In a 2011 - 2012 Gap Statement: African American students' ELA (English and Language Arts) performance consistently decreased from 2008-2011 (88.9% - 72.7% — 60% ~ 36.4%). Students with Disabilities ELA performance decreased from 52.5% to 33.4%
Cause for Gap: In 2005 and 2008, Grand Lake High School and the community were adversely impacted by Hurricane Rita and Hurricane Ike respectively. In both years, students missed extended periods of instructional time and many students were living in temporary housing.

The Cameron Parish Library system operates the Grand Lake Branch.

==Community partners==
Louisiana Cooperative Extension Services 10086 Gulf Hwy. (Grand Lake)

- Cameron Parish Council on Aging
The Cameron Parish Council On Aging, 965 Hwy 384, was founded in 1976 and is dedicated in improving the independence and quality of life for the senior citizens of Cameron Parish.
Vice President Joe Biden was present for the ribbon cutting ceremony of the Grand Lake Elderly Apartments on January 15, 2010. The Vice President visited Louisiana to view a success story in the hurricane ridden areas. The Grand Lake Elderly Apartments are the only form of housing, in that area, that has been rebuilt since the hurricanes of 2005 and 2008. The apartment unit consists of 30 units dedicated to the elderly who pay rent based on their income.

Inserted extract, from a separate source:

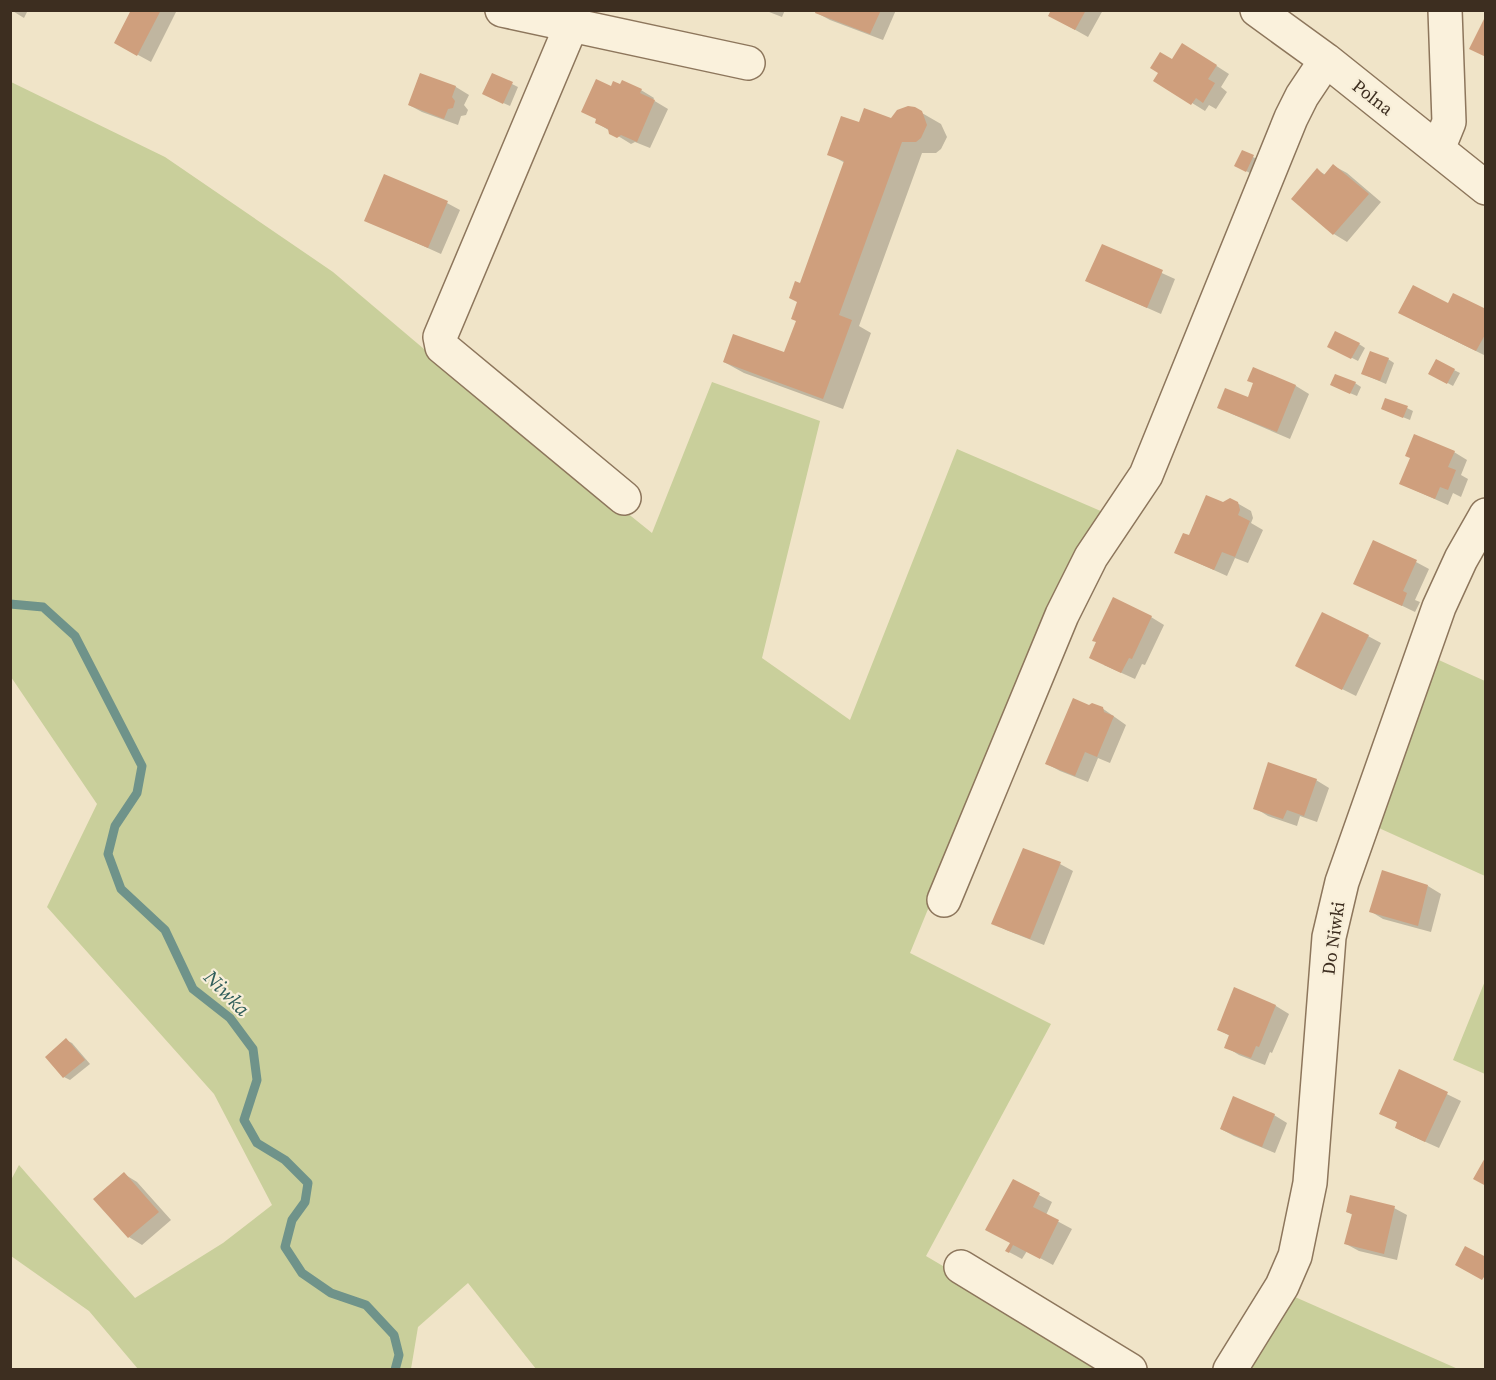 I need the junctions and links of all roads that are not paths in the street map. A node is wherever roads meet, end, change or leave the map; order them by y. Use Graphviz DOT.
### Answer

- Children and family services
The Cameron Community Action Agency provides services to those residents at or below the poverty level in Cameron Parish. These residents number approximately 2500–3000. Services provided parish wide including Grand Lake:
- Grand Lake Head Start, a Class A Child Care Facility, serving children 3 to 5 years of age.
- Energy Assistance
- Emergency Energy Assistance
- Needy Family Commodities
- Clothing Bank
- Emergency Food
- Medical Bill Assistance
- Transportation is coordinated with the Council on Aging and provided through the Public Transit Systems
- Adult Education/GED Program

==Infrastructure==
- Water and sewer
There are no incorporated communities in Cameron Parish, therefore there are no municipality-operated facilities.
- Fire department
Grand Lake- Sweet Lake Volunteer Fire Department - District 14
Volunteer Firefighters:40
Paid Firefighters:0
- Recreation
Grand Lake Recreation District #5; 108 Recreation Lane, has a public swimming pool.
- Mosquito control
Cameron Parish Mosquito Abatement District No. 1 began operations in January 1973. Cameron Parish has a total area of about 1,441 square miles of mostly prime mosquito breeding grounds, which is the most area of any parish in the state.
- Library
Grand Lake Library was opened on August 18, 2003 at 961 Hwy 384. It was the only Cameron Parish branch library to survive hurricane Rita in 2005 and hurricane Ike in 2008. The library employees worked out of the Grand Lake Library to set up bookmobiles to assist other parts of the parish with library services. In 2012 the library relocated to the site of the old daycare on the Gulf Highway.